Fortran for Geospatial work

Hello All,

I am new to this forum but not very new to Fortran and did use Fortran a lot during my PhD and post-doc working on legacy codes in hydraulics, hydrology and CFD. However, these days I am with a consulting company working with flood models where things are primarily done in Python and C# and I often get laughed at :slight_smile: . But I still prefer to do things with Fortran as that is the language I am most comfortable in.

I am writing here as I am stuck with a problem, which I want to solve in Fortran, and could use some help. I have a DEM (digital elevation model) and flow direction file for a catchment which is 220 km2. The resolution of the file is 5 m and every valid pixel flows into one of the eight neighbouring pixel and finally finds its way out at the catchment at the southern end. Time to one of the eight neighbouring pixel changes every hour but is readily computable, I want to compute the total time to the outlet at the southern end for all the pixels.

As of now in my code, I start with any valid pixel and keep on traversing down the flow direction map and adding the individual time to next pixel for each cell until I reach the outlet. As the time-to-next pixel changes every hour this is the most time consuming part (3-5 mts) of the code which makes things worse if I want to conduct simulation for events spanning couple of days. I can certainly not store the complete drainage path for all the cells because I run out of memory when I am working with over 8 to 10 million grid cells.

If this problem is very trivial in someone’s head please do put in a line or two and I would be extremely grateful.

Kind regards
Sumit

3 Likes

I have never worked with digital drainage networks. Isn’t there some readily available method in the literature?

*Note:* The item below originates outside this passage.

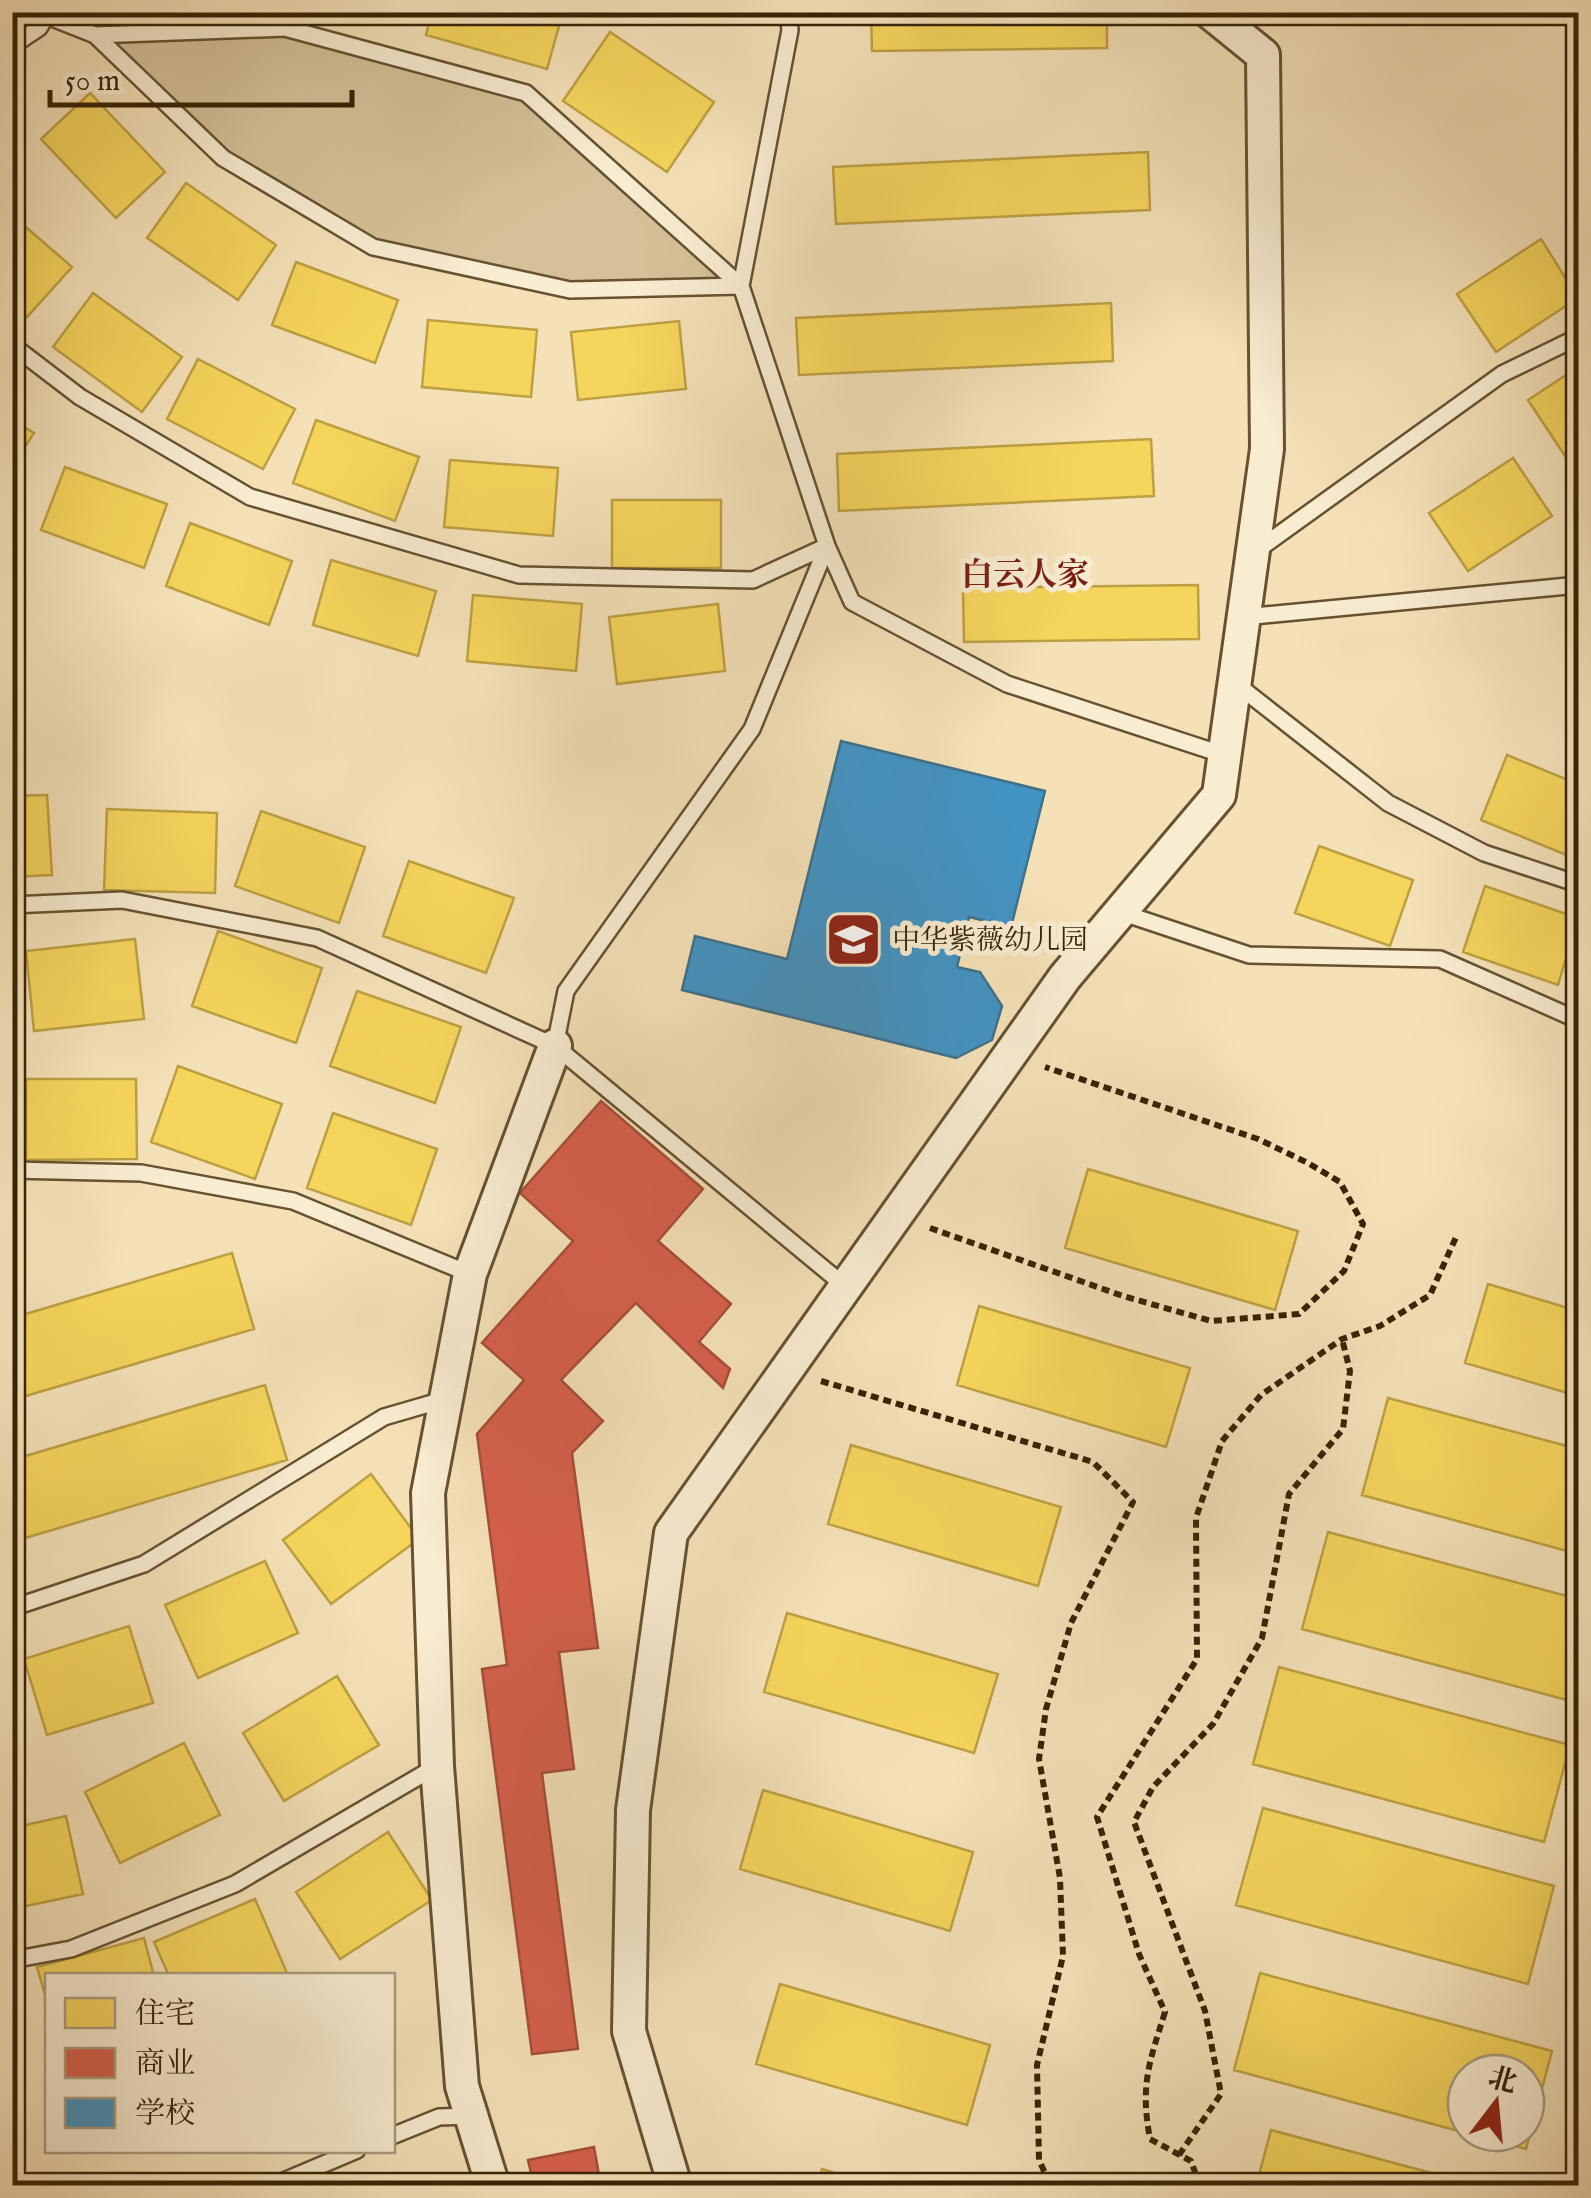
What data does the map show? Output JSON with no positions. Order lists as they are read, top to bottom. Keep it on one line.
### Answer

If I understand correctly, you have a 2D array which stores the elevation (let’s assume elevation is > 0, so inactive cells are represented with -1):

type :: elevation_map
   real, allocatable :: elevation(:,:)  ! each element stores the elevation 
                                        ! of a pixel is a square 5 m wide
end type

Next, you have a flow map, whereby each pixel has an associated vector [vx,vy] where vx,vy take on the values -1,0,1, depending into which neighbor pixel they drain. The duration for this drainage is also available. The drainage durations vary in time.

type :: flow_map
   integer, allocatable :: flow_vector(:,:,:)   ! 2*nx*ny
   real, allocatable :: drainage_time(:,:)
end type

Starting from each pixel, you can calculate the total drainage time, by “travelling” down the flow map, and summing the duration, in pseudo-code:

t = 0
loop:
t = t + 1 
read flow_map

do for each pixel (x,y):
  if elevation(x,y) > 0:
    total_time = 0
    p = [x,y]
    do until reach outlet:
       p = p + flow_vector(:,p%x,p%y)
       total_time = total_time + drainage_time(p%x,p%y)
    end do
    ! p is now outlet position
    total_drainage_time(x,y) = total_time
  end if
end do

if (t > tmax) exit

end loop

The total drainage time calculation is repeated in a time loop, with a timestep of 1h for a couple of days or circa O(100) steps? If I understand this correctly, cells might “share” the same drainage path, which could be used to speed up the traversal and updates?

3 Likes

Hello Ivan,

First of all thanks a lot for your kind reply, extremely appreciated. I think, I was trying to do something similar, however, the difference in my approach is that I stored all the valid elements in a 1D array thinking it will make the code faster. But when I start with a pixel and follow the flow direction map, I always come out of the loop for mapping row and column to the pertinent 1d element. At any rate, I am extremely thankful for another pair of eyes to take a look at it.